Christmas Bump by Trisha Ridinger McKee

Rating: WARTY!

"After Winona learns she’s pregnant, she decides it’s time to leave her sheltered life behind and moves to a quaint town famous for its Christmas festival." And the father is going to...what? And how is a quaint town different from her sheltered life? Barf! "But is there room in her new routine for Cooper, the charming local she’s falling for?" Is that a serious question? This whole set-up sounds bad in every aspect.

Love Unleashed by Julie Evelyn Joyce

Rating: WARTY!

"Hannah Barker wants to open a new dog park," Barker? Dog park? Are you kidding me? "...but the logistics have made her rivals with Kent Clarkson," Clark Kent? Really? What a super man he must be. "...a concerned single dad." Of course he is. "Before long, they’re going at it like cats and dogs." Of course they are. "But their bickering can’t hide their growing attraction forever." Of course it can't, because this exact same story has been told and retold a billion times. Obviously the best person to hook up with is the one you detest most, because they're never going to lose it with you and kill you in your sleep. Barf.

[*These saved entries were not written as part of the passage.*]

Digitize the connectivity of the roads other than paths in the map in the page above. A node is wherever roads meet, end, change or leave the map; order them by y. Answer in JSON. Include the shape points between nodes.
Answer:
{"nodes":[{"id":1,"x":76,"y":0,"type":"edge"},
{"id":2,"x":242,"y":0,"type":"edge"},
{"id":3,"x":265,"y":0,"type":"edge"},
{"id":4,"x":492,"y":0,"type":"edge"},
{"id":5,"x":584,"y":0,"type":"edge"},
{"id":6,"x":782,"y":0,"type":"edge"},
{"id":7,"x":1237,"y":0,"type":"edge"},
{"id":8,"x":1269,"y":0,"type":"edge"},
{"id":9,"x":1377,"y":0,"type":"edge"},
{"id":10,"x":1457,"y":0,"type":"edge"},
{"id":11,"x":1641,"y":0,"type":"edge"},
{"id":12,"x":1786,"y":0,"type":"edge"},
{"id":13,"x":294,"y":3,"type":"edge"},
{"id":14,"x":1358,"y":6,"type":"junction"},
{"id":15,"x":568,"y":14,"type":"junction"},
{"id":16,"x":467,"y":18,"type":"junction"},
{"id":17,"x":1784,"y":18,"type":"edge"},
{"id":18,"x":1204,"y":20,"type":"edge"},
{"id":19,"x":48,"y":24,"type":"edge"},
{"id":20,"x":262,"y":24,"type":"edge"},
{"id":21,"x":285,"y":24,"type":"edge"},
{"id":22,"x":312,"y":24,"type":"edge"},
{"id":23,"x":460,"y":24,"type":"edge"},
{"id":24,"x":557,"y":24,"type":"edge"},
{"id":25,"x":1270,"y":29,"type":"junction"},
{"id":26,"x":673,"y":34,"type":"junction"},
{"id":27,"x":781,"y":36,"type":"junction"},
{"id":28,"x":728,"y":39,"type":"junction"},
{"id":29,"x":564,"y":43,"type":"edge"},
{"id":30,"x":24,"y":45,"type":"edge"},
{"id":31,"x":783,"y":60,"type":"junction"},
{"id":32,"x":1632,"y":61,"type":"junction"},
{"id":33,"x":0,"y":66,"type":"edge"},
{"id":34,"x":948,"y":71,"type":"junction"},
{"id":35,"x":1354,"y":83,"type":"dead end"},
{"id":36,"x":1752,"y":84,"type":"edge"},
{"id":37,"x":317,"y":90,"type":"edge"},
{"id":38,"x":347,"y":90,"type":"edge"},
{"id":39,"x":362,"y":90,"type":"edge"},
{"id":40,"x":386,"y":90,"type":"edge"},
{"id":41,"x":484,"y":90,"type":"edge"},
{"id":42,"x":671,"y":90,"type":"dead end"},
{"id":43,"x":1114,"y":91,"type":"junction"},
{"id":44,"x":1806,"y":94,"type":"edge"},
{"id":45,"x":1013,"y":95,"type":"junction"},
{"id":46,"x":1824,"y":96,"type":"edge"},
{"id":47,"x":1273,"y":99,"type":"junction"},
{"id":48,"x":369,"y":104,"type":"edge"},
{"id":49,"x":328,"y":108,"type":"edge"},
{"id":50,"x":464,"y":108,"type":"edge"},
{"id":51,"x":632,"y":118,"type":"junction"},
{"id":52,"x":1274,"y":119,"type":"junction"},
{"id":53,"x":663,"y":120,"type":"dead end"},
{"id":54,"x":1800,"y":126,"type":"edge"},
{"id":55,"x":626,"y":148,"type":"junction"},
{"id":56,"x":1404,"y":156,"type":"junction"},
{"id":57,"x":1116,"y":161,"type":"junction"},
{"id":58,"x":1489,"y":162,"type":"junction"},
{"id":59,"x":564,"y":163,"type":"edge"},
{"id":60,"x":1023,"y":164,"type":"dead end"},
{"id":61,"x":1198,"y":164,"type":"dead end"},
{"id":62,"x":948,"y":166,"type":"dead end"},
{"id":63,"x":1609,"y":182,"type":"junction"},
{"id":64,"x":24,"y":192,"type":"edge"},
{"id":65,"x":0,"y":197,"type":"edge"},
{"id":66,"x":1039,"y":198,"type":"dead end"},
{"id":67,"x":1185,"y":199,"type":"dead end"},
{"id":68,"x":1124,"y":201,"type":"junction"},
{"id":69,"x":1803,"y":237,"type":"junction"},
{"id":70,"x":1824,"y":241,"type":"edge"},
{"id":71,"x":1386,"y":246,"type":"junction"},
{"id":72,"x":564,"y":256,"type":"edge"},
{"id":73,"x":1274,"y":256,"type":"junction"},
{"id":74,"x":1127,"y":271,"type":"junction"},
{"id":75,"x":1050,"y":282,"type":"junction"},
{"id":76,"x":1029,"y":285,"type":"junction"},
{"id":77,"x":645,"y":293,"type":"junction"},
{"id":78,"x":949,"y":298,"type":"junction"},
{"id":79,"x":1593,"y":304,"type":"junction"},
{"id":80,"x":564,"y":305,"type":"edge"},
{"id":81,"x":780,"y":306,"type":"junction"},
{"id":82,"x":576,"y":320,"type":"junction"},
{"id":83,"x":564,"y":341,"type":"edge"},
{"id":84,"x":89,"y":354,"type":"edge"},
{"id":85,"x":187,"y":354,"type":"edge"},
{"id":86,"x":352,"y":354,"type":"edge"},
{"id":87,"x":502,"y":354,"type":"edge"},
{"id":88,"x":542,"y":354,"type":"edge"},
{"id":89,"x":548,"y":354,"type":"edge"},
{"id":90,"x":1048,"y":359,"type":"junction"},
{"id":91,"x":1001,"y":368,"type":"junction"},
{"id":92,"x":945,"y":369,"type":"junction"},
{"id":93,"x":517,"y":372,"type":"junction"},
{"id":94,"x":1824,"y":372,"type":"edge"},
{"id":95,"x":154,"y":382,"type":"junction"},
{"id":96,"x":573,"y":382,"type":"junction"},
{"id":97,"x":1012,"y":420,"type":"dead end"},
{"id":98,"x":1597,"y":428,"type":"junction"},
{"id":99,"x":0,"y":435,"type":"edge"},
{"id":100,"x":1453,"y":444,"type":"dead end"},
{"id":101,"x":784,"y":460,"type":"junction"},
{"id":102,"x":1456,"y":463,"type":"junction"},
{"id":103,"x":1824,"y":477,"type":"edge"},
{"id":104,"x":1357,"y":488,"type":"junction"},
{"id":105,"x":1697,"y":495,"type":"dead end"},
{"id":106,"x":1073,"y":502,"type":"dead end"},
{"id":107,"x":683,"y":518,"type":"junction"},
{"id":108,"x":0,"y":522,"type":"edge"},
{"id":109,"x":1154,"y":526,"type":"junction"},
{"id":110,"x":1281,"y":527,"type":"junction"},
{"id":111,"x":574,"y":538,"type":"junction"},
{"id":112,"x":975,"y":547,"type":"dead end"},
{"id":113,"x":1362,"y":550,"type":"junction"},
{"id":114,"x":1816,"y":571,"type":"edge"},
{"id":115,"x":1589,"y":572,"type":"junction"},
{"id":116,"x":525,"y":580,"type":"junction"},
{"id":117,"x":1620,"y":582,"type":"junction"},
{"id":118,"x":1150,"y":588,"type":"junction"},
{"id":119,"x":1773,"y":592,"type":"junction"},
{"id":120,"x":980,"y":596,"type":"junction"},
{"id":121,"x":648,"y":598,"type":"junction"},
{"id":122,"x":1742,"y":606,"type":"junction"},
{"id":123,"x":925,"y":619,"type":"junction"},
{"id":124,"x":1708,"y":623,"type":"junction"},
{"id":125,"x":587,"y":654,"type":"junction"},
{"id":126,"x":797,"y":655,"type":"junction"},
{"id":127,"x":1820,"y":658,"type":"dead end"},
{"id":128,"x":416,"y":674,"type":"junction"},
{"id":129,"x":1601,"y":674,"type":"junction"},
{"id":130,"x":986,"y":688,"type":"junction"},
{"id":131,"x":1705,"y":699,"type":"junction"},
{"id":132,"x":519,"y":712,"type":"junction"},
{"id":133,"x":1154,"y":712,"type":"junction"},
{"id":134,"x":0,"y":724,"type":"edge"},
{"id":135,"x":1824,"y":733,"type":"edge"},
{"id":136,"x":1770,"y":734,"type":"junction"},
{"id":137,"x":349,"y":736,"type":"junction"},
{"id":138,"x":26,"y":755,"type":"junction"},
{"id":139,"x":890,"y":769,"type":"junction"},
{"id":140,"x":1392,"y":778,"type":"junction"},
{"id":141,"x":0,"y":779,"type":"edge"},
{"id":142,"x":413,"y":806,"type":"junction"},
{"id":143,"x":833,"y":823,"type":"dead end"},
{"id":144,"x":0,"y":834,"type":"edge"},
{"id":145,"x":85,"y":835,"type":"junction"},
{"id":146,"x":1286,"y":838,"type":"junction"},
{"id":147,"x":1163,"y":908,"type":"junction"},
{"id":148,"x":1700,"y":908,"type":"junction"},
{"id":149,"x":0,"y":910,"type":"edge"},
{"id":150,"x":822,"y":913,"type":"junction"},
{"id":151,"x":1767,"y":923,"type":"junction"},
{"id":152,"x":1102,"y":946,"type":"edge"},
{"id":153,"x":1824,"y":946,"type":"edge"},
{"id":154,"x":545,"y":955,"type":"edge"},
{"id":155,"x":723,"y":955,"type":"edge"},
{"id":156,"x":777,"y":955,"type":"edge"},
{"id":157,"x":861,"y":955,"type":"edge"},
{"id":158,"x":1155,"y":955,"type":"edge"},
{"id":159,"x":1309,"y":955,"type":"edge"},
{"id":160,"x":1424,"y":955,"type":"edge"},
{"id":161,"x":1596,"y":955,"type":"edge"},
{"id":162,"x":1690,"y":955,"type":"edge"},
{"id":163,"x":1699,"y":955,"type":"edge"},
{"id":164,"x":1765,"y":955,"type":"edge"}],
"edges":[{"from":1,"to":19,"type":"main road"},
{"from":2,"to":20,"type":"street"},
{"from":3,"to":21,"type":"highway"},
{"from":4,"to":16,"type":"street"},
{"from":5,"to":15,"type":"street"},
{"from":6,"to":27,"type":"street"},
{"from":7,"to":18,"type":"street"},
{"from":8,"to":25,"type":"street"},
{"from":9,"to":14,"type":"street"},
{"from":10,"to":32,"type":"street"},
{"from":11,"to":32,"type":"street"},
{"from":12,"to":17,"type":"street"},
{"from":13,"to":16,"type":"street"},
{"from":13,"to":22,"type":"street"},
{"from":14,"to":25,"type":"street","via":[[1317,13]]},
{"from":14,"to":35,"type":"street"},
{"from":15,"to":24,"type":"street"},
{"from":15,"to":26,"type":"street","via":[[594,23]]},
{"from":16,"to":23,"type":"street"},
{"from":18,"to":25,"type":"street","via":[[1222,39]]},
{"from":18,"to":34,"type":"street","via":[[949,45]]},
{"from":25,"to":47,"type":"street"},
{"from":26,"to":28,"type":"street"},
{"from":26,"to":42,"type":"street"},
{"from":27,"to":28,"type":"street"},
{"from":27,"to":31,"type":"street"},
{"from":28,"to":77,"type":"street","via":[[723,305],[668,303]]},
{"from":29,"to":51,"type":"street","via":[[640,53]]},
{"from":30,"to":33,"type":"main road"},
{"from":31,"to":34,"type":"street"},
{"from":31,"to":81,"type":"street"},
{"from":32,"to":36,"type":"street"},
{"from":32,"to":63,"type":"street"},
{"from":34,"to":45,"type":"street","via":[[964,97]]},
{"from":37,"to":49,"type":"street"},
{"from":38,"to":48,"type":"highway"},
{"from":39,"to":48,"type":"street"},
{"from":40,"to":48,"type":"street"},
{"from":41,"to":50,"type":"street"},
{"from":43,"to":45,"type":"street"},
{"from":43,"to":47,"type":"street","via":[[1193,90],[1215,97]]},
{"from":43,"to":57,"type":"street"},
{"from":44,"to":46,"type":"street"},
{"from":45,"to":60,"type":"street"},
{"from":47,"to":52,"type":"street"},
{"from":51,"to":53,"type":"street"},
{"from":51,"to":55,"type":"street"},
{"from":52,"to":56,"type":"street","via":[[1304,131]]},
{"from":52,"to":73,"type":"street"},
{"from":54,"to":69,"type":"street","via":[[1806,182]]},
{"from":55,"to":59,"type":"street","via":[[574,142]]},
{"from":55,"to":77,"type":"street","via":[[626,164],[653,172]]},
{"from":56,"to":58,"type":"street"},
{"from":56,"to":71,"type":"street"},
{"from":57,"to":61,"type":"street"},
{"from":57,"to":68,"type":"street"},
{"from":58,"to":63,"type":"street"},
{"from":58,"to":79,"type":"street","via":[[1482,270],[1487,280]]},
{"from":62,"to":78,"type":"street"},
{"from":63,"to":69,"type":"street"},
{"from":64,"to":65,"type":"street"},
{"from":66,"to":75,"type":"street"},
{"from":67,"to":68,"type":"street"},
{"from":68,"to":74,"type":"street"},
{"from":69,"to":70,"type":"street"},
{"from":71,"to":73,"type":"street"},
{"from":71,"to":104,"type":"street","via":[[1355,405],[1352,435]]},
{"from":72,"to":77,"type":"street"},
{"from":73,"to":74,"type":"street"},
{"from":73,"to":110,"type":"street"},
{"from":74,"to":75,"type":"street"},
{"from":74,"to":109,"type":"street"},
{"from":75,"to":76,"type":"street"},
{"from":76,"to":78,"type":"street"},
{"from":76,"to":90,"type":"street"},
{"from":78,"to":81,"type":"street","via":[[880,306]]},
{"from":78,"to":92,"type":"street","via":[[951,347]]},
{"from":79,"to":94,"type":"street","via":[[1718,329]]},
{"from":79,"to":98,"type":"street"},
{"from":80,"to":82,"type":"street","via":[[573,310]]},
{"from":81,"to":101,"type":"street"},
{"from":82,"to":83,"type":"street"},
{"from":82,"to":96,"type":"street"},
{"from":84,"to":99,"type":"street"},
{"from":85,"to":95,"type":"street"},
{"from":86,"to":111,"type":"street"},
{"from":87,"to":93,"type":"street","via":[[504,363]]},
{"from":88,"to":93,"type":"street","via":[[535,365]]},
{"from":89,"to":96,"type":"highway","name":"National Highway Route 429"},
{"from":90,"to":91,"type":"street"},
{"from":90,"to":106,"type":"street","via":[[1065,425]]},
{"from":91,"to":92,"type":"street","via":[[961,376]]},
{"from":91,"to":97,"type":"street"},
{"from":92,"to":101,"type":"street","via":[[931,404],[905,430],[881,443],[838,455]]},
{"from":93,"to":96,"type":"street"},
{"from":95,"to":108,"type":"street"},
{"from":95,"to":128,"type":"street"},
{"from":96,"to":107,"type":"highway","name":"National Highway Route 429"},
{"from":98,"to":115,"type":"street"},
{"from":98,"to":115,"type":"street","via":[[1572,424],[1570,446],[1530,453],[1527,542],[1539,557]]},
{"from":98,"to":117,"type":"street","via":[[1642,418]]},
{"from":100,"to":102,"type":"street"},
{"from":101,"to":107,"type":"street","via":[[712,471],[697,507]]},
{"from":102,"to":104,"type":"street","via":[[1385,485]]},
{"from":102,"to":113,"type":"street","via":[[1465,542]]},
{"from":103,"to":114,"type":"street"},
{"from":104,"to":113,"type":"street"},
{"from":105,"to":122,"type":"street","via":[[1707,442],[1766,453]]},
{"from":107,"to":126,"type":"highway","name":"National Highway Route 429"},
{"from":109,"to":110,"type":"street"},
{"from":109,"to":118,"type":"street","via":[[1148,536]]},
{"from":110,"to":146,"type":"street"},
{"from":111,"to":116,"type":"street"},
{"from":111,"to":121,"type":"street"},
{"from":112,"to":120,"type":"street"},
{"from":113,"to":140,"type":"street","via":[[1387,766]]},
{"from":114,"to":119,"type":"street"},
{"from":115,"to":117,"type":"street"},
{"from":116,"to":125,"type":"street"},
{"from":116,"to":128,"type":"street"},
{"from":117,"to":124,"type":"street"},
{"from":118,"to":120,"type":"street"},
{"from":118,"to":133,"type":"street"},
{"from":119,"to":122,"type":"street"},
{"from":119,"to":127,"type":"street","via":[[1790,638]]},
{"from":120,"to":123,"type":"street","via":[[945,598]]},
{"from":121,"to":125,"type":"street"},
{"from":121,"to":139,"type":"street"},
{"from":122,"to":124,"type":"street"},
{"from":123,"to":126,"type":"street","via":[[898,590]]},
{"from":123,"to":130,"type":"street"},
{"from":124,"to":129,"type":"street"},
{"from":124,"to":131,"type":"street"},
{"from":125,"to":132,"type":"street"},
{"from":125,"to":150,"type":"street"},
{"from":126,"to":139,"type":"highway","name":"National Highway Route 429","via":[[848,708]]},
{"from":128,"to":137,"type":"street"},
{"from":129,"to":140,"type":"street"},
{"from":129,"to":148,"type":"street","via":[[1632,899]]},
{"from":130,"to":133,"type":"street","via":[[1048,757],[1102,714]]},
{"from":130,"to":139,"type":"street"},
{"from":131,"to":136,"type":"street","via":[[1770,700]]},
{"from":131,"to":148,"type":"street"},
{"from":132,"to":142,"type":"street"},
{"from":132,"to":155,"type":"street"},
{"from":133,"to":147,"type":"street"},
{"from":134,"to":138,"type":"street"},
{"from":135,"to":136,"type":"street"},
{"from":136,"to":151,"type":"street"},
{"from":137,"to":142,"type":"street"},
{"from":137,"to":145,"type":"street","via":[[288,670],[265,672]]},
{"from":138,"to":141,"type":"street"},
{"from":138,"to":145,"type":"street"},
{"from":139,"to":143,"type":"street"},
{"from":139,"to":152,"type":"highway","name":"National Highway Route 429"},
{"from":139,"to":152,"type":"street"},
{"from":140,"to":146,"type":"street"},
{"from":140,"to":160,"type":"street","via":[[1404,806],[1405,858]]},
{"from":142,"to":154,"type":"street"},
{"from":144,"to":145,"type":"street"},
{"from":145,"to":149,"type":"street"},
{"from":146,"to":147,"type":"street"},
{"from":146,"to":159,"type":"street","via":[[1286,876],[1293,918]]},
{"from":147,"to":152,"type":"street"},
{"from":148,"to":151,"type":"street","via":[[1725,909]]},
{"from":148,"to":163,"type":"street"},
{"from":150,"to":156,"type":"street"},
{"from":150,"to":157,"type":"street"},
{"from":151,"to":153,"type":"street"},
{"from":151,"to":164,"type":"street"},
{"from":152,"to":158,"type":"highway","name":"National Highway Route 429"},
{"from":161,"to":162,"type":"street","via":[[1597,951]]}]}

In Her Wake by Amanda Jennings

Rating: WARTY!

“Hauntingly beautiful” (Clare Mackintosh) - who the fuck is Clare Mackintosh and why the hell should I care what she thinks? "After her mother’s death, Bella discovers dark family secrets that threaten all she knows — including her own identity." Yeah because that always happens when someone dies in a family - at least it does in these dumbass novels. And so frequently, too. And the secrets are always shocking or Earth-shattering! Wow! Seriously? Clone much? There's nothing new here; nothing original; nothing inventive; nothing imaginative. Yawn.